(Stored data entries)
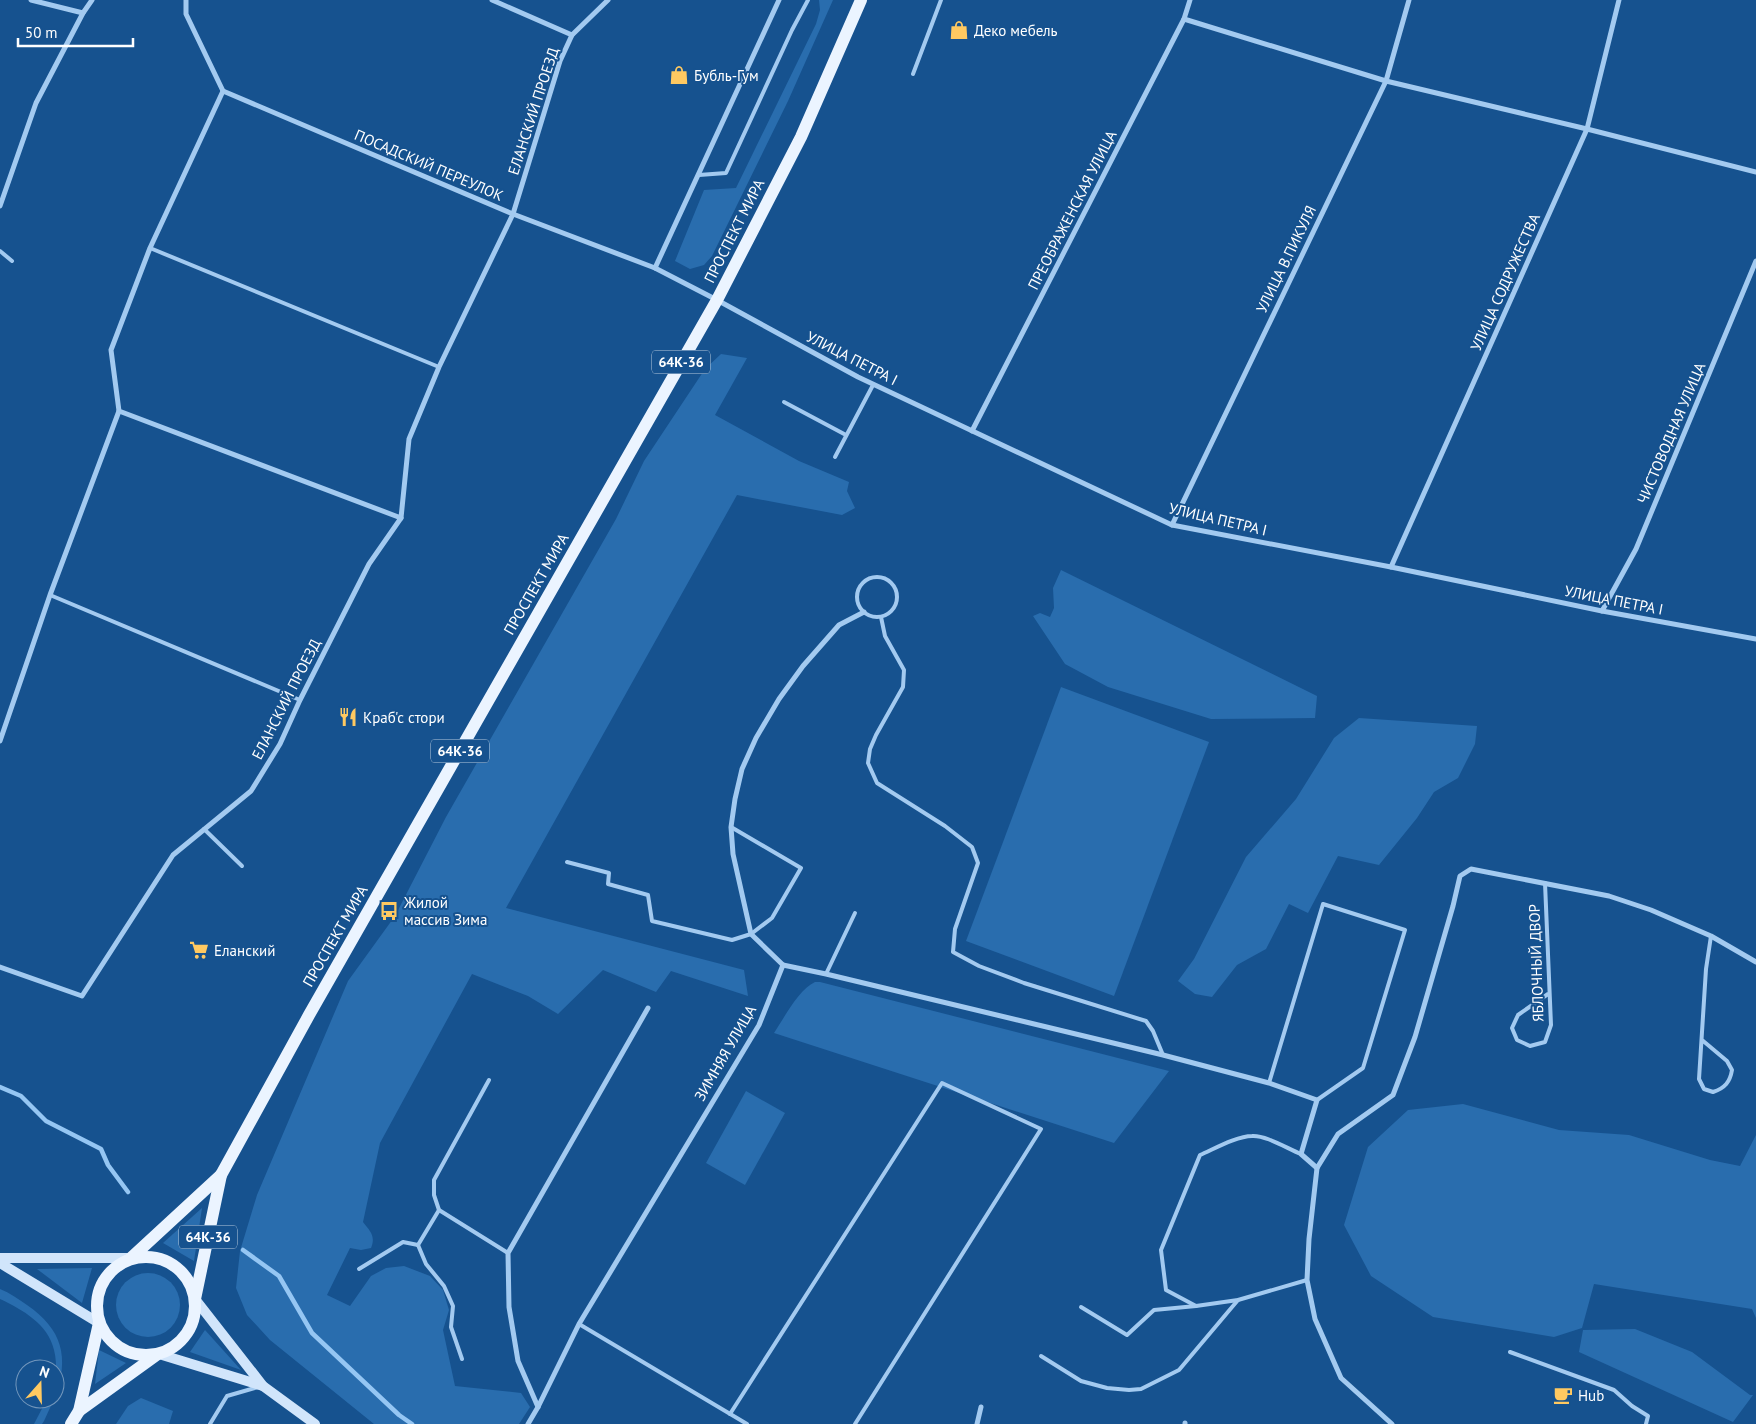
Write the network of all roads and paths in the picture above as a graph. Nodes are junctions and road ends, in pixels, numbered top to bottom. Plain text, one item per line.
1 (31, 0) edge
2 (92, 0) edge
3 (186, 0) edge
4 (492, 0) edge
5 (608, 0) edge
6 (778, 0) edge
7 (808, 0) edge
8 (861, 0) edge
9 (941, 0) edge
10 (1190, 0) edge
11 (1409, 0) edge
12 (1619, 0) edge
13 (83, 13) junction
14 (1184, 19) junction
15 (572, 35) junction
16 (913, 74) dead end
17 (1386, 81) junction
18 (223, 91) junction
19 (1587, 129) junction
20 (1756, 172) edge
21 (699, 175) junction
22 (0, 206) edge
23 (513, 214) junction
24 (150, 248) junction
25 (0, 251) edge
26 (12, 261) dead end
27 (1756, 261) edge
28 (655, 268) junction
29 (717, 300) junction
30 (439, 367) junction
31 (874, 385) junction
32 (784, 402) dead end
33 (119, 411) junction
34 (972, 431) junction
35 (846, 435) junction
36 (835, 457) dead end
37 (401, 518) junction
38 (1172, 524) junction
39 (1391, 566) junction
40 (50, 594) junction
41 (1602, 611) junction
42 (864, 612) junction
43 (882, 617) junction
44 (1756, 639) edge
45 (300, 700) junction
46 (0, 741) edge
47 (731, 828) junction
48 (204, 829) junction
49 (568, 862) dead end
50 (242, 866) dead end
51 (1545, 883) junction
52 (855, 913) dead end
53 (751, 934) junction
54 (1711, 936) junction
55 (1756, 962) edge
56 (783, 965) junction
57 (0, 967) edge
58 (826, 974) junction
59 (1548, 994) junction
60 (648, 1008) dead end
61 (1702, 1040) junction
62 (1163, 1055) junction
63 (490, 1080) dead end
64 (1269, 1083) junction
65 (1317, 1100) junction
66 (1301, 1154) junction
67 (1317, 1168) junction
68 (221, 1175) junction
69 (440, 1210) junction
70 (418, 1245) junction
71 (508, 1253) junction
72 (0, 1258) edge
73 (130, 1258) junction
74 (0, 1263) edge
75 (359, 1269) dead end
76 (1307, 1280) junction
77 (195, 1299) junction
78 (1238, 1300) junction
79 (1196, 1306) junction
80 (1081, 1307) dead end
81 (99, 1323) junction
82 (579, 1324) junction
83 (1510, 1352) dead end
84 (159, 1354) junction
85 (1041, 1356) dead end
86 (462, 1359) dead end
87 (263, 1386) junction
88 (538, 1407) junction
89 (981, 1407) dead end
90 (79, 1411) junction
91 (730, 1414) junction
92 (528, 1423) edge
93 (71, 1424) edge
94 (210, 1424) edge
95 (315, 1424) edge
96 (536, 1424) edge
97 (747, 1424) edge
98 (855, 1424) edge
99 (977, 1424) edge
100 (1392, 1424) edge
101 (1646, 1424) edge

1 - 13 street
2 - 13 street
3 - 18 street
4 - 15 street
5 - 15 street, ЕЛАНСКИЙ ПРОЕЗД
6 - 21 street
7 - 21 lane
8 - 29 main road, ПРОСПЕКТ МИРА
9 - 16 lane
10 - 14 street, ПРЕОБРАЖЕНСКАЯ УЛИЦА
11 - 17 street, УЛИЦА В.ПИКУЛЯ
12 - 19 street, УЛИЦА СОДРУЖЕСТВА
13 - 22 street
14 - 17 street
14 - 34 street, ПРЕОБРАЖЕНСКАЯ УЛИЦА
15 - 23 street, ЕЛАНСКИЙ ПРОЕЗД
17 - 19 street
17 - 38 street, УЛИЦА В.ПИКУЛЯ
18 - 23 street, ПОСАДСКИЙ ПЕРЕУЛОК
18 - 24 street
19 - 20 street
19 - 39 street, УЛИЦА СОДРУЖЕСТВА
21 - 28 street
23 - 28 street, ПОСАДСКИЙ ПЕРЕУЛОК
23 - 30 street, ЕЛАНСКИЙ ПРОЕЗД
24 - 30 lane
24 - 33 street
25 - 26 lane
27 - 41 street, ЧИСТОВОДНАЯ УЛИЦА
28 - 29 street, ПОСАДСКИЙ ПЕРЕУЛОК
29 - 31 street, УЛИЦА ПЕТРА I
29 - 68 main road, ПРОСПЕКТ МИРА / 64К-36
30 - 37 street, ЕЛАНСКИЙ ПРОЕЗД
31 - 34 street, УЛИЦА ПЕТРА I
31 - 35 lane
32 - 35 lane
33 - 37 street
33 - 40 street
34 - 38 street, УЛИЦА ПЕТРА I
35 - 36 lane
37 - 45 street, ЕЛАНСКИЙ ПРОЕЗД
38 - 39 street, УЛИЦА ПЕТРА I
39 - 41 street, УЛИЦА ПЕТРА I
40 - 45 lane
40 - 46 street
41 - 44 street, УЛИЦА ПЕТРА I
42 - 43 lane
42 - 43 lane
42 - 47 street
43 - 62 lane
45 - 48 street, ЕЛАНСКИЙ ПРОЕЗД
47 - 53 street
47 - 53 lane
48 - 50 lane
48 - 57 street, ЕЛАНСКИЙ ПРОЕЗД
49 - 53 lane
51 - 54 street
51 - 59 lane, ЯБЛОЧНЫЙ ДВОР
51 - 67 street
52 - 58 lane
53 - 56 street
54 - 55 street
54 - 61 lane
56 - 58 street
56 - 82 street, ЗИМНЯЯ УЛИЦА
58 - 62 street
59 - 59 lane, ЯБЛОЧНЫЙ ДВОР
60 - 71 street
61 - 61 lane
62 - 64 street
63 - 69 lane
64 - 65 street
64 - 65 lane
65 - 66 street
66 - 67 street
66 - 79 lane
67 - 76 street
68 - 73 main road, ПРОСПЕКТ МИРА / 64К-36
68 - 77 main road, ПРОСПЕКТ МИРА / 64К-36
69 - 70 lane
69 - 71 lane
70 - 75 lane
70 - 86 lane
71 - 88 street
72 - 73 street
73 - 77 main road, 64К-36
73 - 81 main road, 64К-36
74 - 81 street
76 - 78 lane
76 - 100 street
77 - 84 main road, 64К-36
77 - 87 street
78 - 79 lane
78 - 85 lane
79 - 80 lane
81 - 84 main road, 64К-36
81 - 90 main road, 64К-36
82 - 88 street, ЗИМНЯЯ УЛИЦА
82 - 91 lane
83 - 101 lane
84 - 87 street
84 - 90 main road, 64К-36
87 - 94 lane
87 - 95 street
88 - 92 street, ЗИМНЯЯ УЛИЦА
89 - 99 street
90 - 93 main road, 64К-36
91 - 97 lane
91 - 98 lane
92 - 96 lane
==
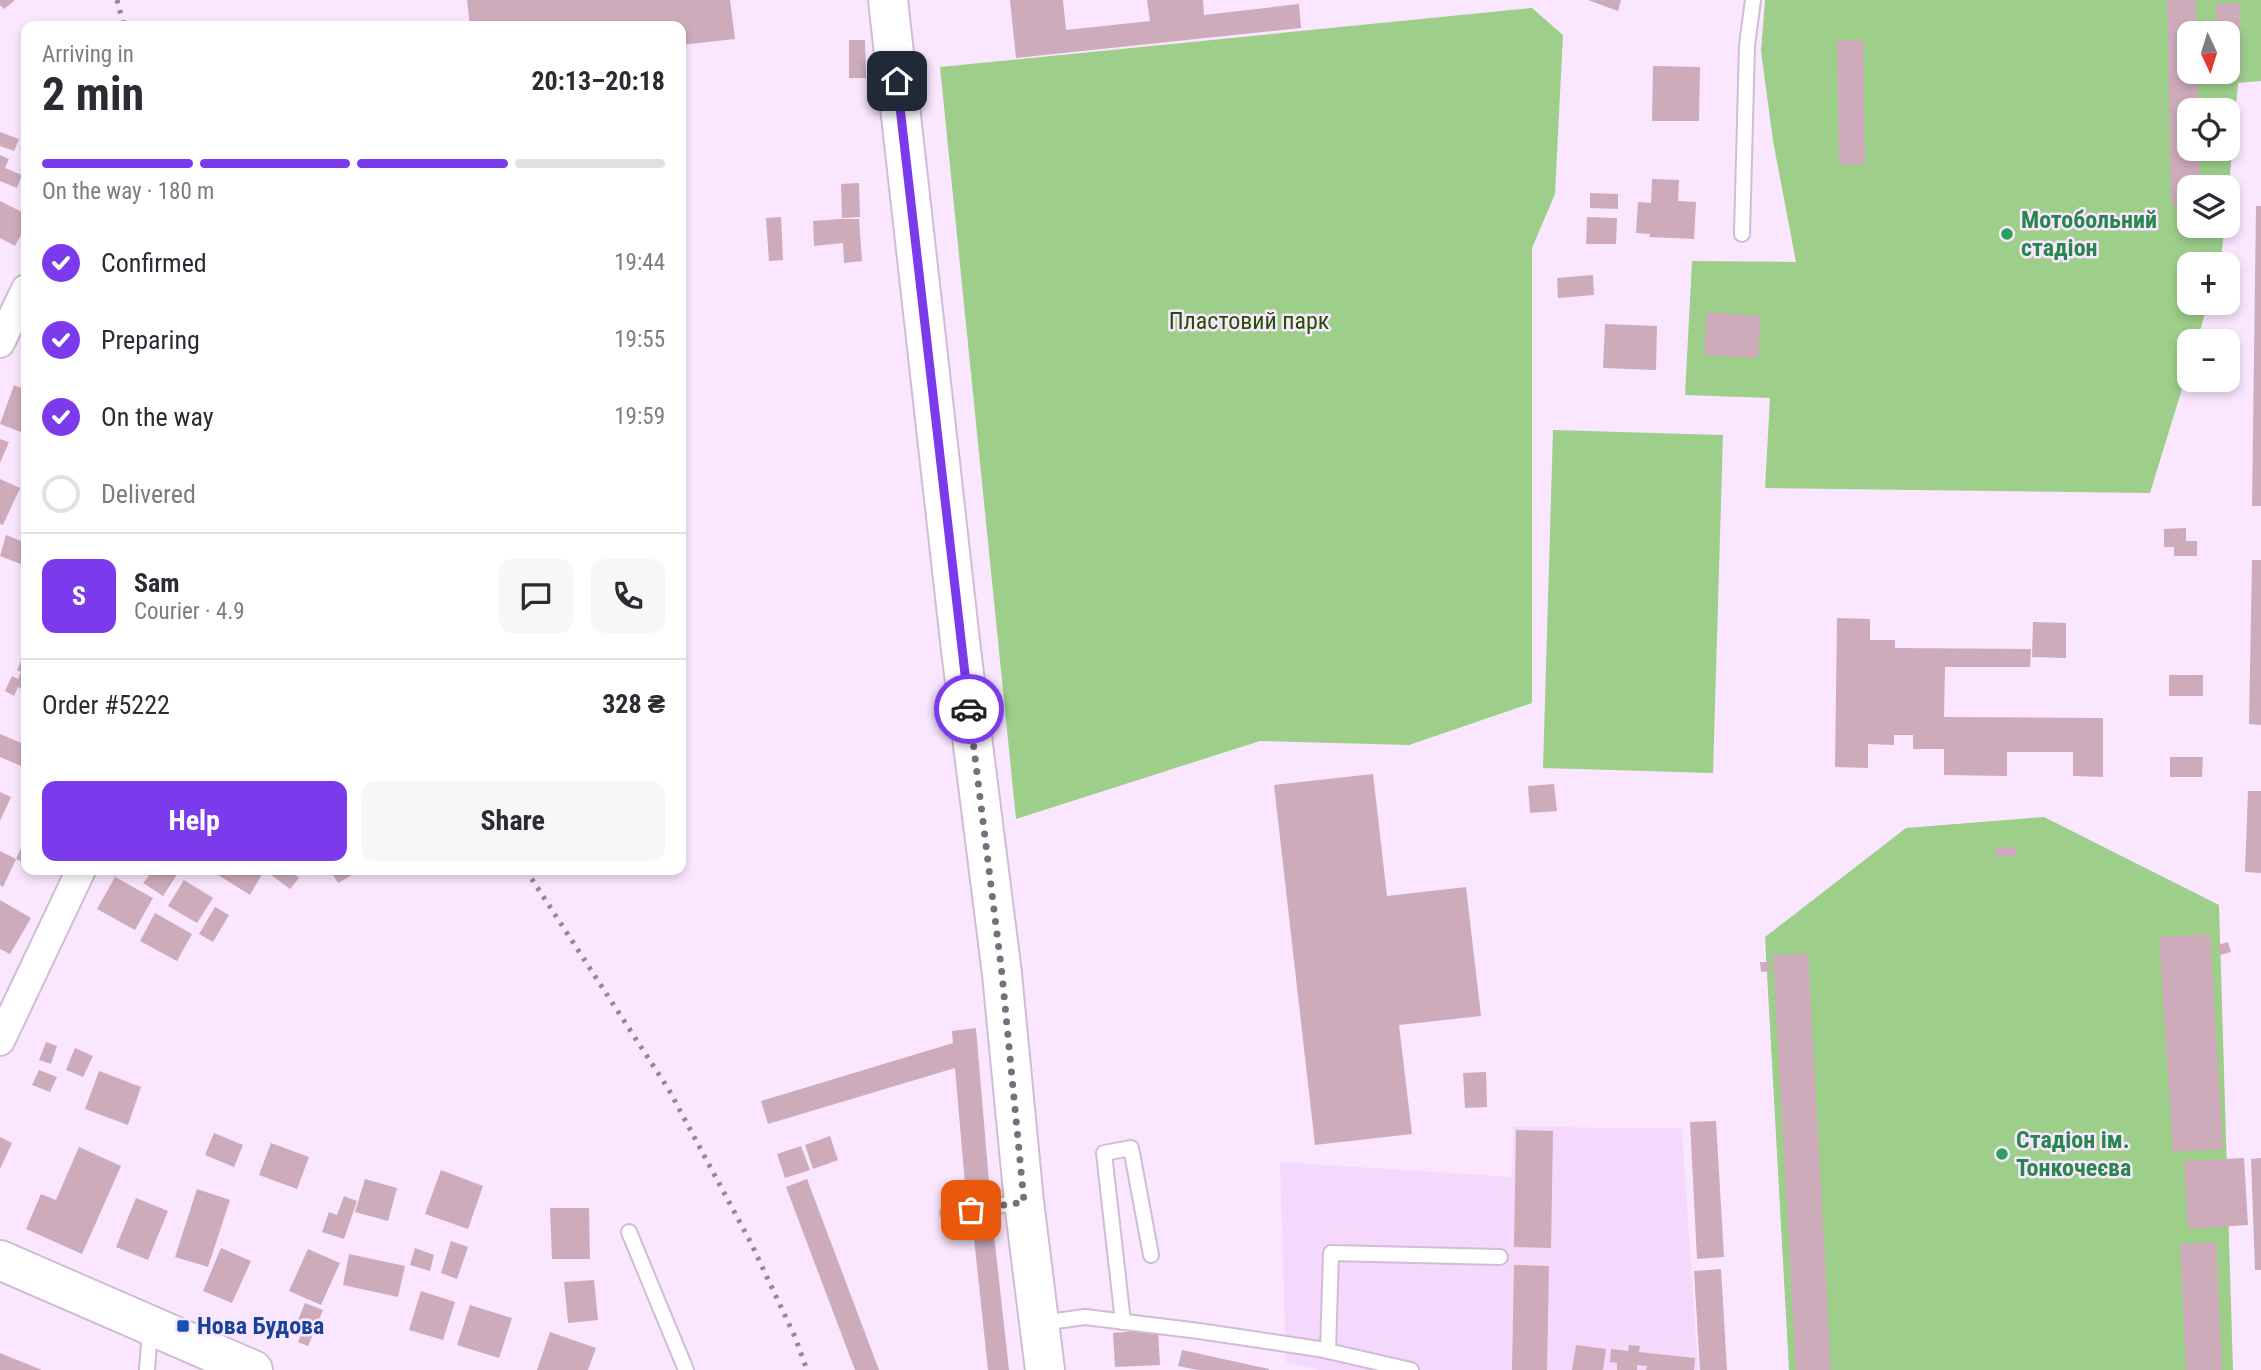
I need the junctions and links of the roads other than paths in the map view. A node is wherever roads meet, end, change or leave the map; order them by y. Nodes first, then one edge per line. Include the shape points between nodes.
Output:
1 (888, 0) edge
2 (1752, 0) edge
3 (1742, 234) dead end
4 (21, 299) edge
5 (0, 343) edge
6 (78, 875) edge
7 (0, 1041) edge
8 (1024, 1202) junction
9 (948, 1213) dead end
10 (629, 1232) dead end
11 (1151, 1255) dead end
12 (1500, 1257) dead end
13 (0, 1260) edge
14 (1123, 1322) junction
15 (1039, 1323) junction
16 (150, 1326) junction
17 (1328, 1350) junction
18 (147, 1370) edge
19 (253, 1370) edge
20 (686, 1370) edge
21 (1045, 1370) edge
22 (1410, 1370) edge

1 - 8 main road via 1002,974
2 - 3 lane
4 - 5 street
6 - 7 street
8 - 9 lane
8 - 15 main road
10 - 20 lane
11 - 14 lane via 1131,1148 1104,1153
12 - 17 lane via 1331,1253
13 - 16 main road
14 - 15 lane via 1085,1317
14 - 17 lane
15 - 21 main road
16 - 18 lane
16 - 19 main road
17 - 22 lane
...
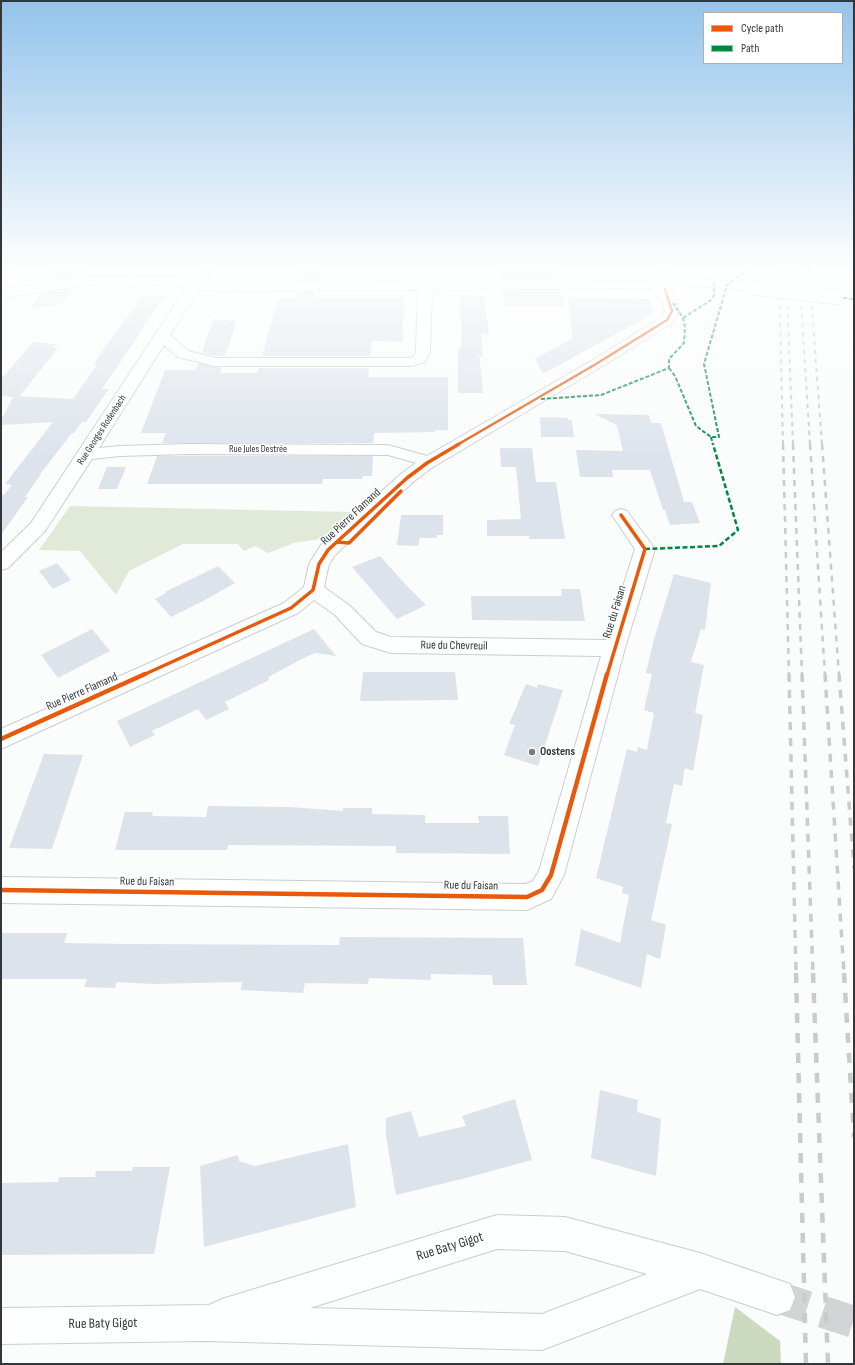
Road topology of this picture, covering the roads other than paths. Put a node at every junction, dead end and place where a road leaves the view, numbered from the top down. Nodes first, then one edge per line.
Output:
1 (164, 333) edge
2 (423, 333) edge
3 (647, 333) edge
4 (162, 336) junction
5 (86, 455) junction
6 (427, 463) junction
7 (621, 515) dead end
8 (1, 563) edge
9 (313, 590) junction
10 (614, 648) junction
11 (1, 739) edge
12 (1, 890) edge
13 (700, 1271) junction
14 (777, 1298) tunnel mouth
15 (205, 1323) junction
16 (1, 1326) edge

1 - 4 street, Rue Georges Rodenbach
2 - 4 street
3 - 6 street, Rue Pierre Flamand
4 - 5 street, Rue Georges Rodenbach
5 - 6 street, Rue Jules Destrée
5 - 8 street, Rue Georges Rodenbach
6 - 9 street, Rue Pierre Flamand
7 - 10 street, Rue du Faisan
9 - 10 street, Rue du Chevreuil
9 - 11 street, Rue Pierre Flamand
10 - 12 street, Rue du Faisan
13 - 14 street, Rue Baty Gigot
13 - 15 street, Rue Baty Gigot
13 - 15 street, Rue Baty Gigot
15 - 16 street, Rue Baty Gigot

### Task prompt
Reproduce each line of the records in which the word "other" appears.

### Solution to the problem
I need the junctions and links of the roads other than paths in the map view. A node is wherever roads meet, end, change or leave the map; order them by y. Nodes first, then one edge per line. Include the shape points between nodes.
Road topology of this picture, covering the roads other than paths. Put a node at every junction, dead end and place where a road leaves the view, numbered from the top down. Nodes first, then one edge per line.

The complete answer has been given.